TERASBATAM.ID — Program Makan Bergizi Gratis (MBG) yang dicanangkan pemerintah tidak hanya menyisakan cerita positif. Menteri Lingkungan Hidup dan Kehutanan (LHK) Hanif Faisol Nurofiq menyoroti timbulan sampah yang dihasilkan dari operasional program tersebut, yang berpotensi menimbulkan masalah lingkungan baru.
Sorotan itu disampaikan Hanif usai meninjau langsung dapur Sentra Penyediaan Pangan Gratis (SPPG) di SMKN 1 Batu Aji, Batam, Senin (22/9/2025). Kunjungan tersebut merupakan bagian dari agenda evaluasi menyeluruh terhadap program MBG, termasuk tata kelola limbahnya.
“Dari segi makanan sudah bagus, tetapi penanganan sampahnya masih perlu ditingkatkan,” ujar Hanif.
Berdasarkan catatan di lokasi, dapur SPPG di SMKN 1 Batu Aji memproduksi lebih dari 3.000 paket makanan setiap harinya. Volume sebesar itu menghasilkan sisa makanan dan limbah kemasan dalam jumlah yang signifikan.

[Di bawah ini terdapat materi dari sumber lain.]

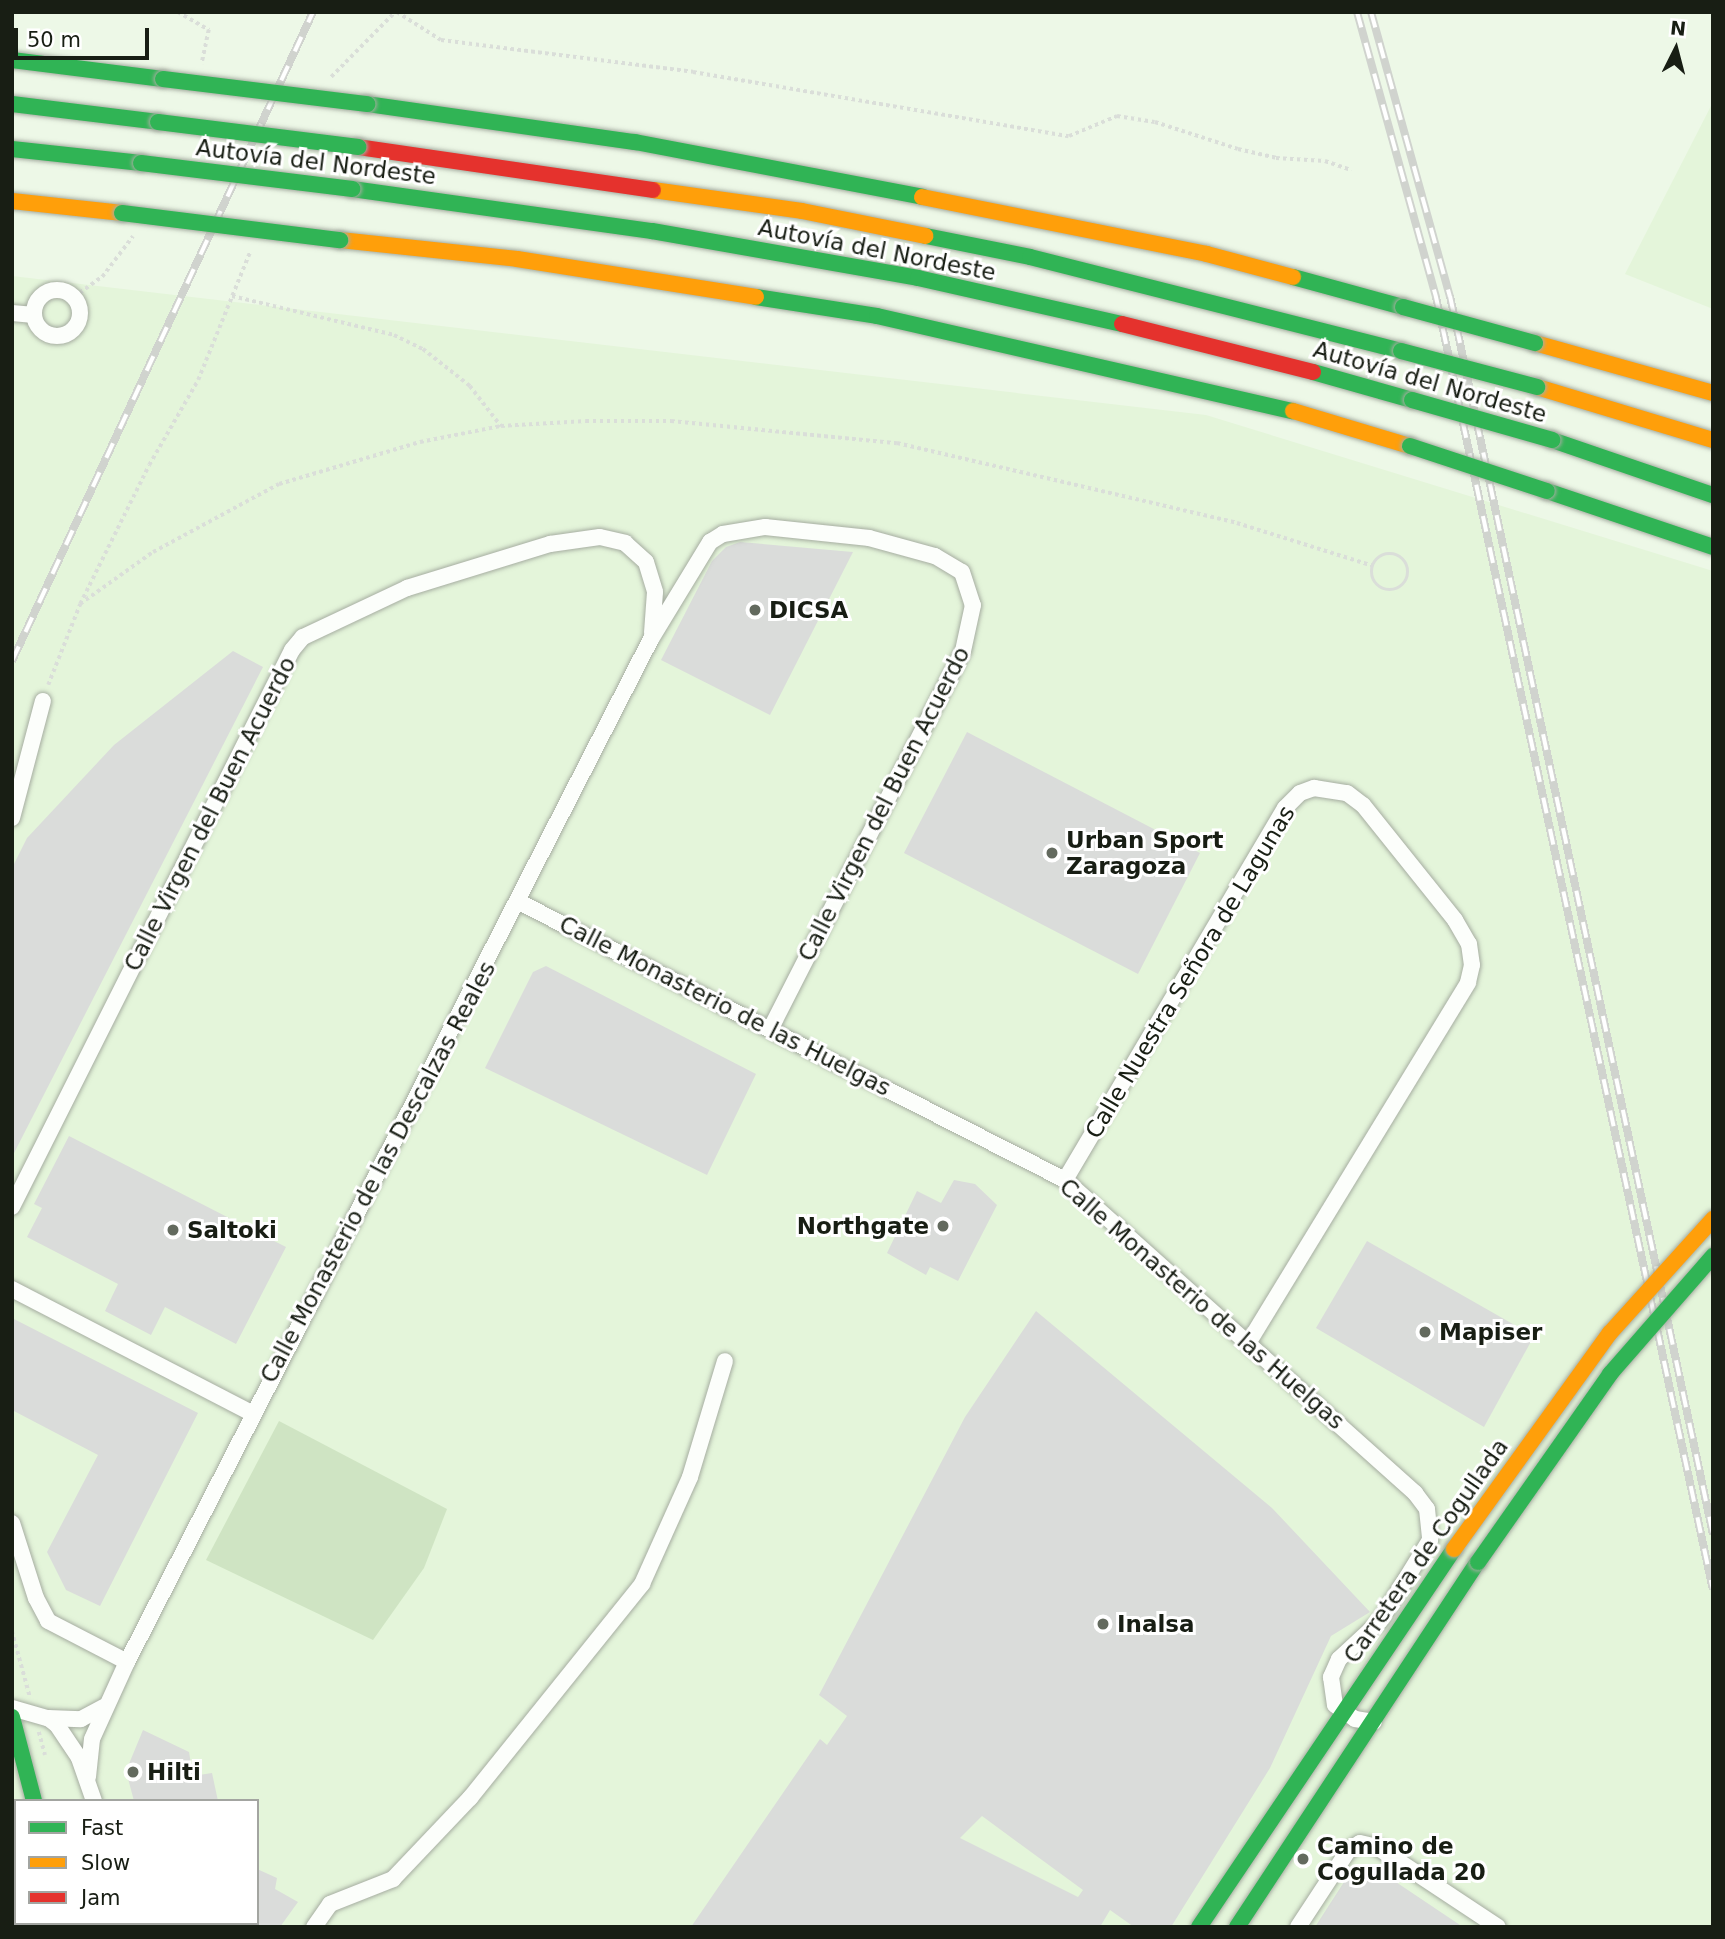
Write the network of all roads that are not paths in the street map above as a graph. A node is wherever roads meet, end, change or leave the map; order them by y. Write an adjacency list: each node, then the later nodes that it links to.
1 (12, 60): 9 (main road, bridge)
2 (12, 104): 10 (main road, Autovía del Nordeste, bridge)
3 (12, 149): 4 (main road, Autovía del Nordeste)
4 (134, 162): 5 (main road); 11 (main road, Autovía del Nordeste, bridge)
5 (12, 167)
6 (12, 201): 12 (main road, bridge)
7 (12, 313): 8 (street)
8 (34, 314)
9 (1713, 393)
10 (1713, 440)
11 (1713, 495)
12 (1713, 547)
13 (651, 639): 16 (street, Calle Monasterio de las Descalzas Reales); 17 (street, Calle Virgen del Buen Acuerdo); 19 (street, Calle Virgen del Buen Acuerdo)
14 (43, 701): 15 (street)
15 (12, 818)
16 (519, 902): 17 (street, Calle Monasterio de las Huelgas); 25 (street, Calle Monasterio de las Descalzas Reales)
17 (771, 1028): 18 (street, Calle Monasterio de las Huelgas)
18 (1065, 1180): 23 (street, Calle Monasterio de las Huelgas); 23 (street, Calle Nuestra Señora de Lagunas)
19 (12, 1207)
20 (1713, 1219): 30 (main road, Carretera de Cogullada, bridge)
21 (1713, 1256): 33 (main road, Carretera de Cogullada, bridge)
22 (12, 1289): 25 (street)
23 (1249, 1342): 30 (street, Calle Monasterio de las Huelgas)
24 (725, 1361): 39 (street)
25 (251, 1413): 27 (street, Calle Monasterio de las Descalzas Reales)
26 (12, 1523): 27 (street)
27 (127, 1662): 28 (street, Calle Monasterio de las Descalzas Reales)
28 (106, 1706): 32 (street); 34 (street, Calle Monasterio de las Descalzas Reales)
29 (12, 1708): 32 (street)
30 (1342, 1712): 33 (street); 40 (main road, Carretera de Cogullada)
31 (12, 1717): 35 (main road)
32 (48, 1718): 34 (street)
33 (1374, 1722): 41 (main road, Carretera de Cogullada)
34 (88, 1777): 36 (street)
35 (33, 1799)
36 (94, 1799)
37 (12, 1919): 38 (street)
38 (14, 1927)
39 (314, 1927)
40 (1199, 1927)
41 (1237, 1927)
42 (1298, 1927): 43 (street)
43 (1498, 1927)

Hanif menegaskan, produksi ribuan paket makanan sehari berarti ada limbah yang harus ditangani secara serius dan berkelanjutan. “Ini tidak boleh dianggap sepele, karena berlangsung terus-menerus. Nantinya, kami akan memberikan panduan khusus kepada pihak sekolah dan pengelola SPPG untuk pengelolaan sampah yang lebih efektif,” tuturnya.
Meski menyoroti aspek lingkungan, Menteri Hanif mengapresiasi kualitas makanan dan capaian program MBG di Batam yang telah menjangkau lebih dari 50 persen sekolah.

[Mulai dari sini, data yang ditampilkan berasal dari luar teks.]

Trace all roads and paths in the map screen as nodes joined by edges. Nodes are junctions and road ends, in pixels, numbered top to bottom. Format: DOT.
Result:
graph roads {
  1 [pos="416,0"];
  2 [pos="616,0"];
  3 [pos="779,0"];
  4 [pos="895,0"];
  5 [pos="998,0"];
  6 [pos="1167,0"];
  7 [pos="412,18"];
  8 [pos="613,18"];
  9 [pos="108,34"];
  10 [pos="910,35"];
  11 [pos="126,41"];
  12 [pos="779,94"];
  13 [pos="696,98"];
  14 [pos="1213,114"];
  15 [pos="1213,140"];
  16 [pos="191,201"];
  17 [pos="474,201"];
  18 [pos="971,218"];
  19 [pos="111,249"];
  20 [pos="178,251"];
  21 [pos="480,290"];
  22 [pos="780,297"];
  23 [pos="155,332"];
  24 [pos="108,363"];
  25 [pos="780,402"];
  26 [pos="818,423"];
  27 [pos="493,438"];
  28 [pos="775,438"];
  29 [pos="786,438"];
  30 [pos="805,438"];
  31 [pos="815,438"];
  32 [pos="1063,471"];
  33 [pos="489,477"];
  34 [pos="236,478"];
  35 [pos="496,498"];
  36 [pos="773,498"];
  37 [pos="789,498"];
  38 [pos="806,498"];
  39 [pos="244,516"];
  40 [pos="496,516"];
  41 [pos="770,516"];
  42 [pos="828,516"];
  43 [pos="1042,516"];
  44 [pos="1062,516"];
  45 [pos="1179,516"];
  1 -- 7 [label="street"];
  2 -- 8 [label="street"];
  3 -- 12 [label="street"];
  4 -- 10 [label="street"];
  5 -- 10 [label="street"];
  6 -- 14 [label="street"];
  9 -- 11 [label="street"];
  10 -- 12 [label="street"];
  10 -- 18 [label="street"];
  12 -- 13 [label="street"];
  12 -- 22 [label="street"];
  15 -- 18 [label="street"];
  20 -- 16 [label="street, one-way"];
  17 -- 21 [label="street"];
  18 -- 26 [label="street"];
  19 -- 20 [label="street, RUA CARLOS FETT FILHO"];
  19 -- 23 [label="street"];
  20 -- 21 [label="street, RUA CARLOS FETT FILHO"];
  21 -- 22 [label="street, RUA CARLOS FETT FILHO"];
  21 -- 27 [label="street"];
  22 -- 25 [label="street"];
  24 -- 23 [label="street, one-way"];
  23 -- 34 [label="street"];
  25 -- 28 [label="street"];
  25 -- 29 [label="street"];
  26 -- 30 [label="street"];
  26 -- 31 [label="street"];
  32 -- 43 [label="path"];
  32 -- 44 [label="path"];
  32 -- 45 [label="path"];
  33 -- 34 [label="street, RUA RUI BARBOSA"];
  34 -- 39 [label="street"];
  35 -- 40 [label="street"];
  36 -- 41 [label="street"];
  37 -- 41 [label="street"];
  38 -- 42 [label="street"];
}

Kunjungan ini menegaskan bahwa keberhasilan program nasional tidak hanya diukur dari jumlah paket yang tersalurkan, tetapi juga dari dampak lingkungan yang dikelolanya secara bertanggung jawab.
Selain meninjau SPPG, agenda kunjungan kerja Menteri LHK ke Batam sebenarnya juga mencakup rencana peninjauan dan penyegelan di titik yang diduga terkait dengan PT ESUN. Namun, berdasarkan informasi yang diperoleh, agenda tersebut tidak dapat terealisasi.
“Setelah melakukan koordinasi dengan segenap jajaran organisasi pimpinan daerah, agenda peninjauan ke PT ESUN dibatalkan,” demikian penjelasan dari tim Menteri LHK tanpa merinci lebih lanjut penyebab pembatalannya.